======== SOURCE DATA ========

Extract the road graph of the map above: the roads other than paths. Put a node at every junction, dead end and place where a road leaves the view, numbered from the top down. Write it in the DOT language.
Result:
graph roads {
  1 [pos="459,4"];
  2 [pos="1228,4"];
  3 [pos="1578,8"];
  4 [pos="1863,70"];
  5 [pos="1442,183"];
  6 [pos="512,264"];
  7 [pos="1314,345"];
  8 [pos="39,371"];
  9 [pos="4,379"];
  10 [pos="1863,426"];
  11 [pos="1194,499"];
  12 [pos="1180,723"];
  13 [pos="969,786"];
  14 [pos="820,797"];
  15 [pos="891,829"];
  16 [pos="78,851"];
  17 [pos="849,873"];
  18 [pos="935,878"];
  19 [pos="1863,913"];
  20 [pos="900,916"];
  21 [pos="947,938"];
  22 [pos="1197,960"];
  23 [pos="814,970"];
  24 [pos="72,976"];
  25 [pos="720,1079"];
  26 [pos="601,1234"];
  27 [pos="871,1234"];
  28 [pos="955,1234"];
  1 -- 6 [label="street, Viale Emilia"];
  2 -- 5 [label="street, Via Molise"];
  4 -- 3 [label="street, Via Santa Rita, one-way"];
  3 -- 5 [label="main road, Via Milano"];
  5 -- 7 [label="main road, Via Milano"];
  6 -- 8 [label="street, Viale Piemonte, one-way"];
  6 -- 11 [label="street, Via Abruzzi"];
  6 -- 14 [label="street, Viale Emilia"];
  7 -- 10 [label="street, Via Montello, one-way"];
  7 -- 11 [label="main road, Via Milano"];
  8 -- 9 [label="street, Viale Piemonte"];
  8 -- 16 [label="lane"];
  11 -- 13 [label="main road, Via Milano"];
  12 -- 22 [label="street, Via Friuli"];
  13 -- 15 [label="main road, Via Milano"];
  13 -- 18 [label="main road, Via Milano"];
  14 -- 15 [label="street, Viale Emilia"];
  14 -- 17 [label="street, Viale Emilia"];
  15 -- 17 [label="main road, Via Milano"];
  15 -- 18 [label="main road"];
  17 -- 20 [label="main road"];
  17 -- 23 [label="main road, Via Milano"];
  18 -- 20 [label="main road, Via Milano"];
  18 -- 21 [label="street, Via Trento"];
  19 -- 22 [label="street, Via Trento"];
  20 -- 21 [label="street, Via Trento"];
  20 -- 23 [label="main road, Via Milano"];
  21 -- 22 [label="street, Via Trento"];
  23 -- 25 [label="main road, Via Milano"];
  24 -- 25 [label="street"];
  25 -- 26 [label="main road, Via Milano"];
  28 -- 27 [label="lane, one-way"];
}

========

*TASK TO COMPLETE*: The answer is every entry, copied word for word.

*EXPECTED OUTPUT*:
Extract the road graph of the map above: the roads other than paths. Put a node at every junction, dead end and place where a road leaves the view, numbered from the top down. Write it in the DOT language.
Result:
graph roads {
  1 [pos="459,4"];
  2 [pos="1228,4"];
  3 [pos="1578,8"];
  4 [pos="1863,70"];
  5 [pos="1442,183"];
  6 [pos="512,264"];
  7 [pos="1314,345"];
  8 [pos="39,371"];
  9 [pos="4,379"];
  10 [pos="1863,426"];
  11 [pos="1194,499"];
  12 [pos="1180,723"];
  13 [pos="969,786"];
  14 [pos="820,797"];
  15 [pos="891,829"];
  16 [pos="78,851"];
  17 [pos="849,873"];
  18 [pos="935,878"];
  19 [pos="1863,913"];
  20 [pos="900,916"];
  21 [pos="947,938"];
  22 [pos="1197,960"];
  23 [pos="814,970"];
  24 [pos="72,976"];
  25 [pos="720,1079"];
  26 [pos="601,1234"];
  27 [pos="871,1234"];
  28 [pos="955,1234"];
  1 -- 6 [label="street, Viale Emilia"];
  2 -- 5 [label="street, Via Molise"];
  4 -- 3 [label="street, Via Santa Rita, one-way"];
  3 -- 5 [label="main road, Via Milano"];
  5 -- 7 [label="main road, Via Milano"];
  6 -- 8 [label="street, Viale Piemonte, one-way"];
  6 -- 11 [label="street, Via Abruzzi"];
  6 -- 14 [label="street, Viale Emilia"];
  7 -- 10 [label="street, Via Montello, one-way"];
  7 -- 11 [label="main road, Via Milano"];
  8 -- 9 [label="street, Viale Piemonte"];
  8 -- 16 [label="lane"];
  11 -- 13 [label="main road, Via Milano"];
  12 -- 22 [label="street, Via Friuli"];
  13 -- 15 [label="main road, Via Milano"];
  13 -- 18 [label="main road, Via Milano"];
  14 -- 15 [label="street, Viale Emilia"];
  14 -- 17 [label="street, Viale Emilia"];
  15 -- 17 [label="main road, Via Milano"];
  15 -- 18 [label="main road"];
  17 -- 20 [label="main road"];
  17 -- 23 [label="main road, Via Milano"];
  18 -- 20 [label="main road, Via Milano"];
  18 -- 21 [label="street, Via Trento"];
  19 -- 22 [label="street, Via Trento"];
  20 -- 21 [label="street, Via Trento"];
  20 -- 23 [label="main road, Via Milano"];
  21 -- 22 [label="street, Via Trento"];
  23 -- 25 [label="main road, Via Milano"];
  24 -- 25 [label="street"];
  25 -- 26 [label="main road, Via Milano"];
  28 -- 27 [label="lane, one-way"];
}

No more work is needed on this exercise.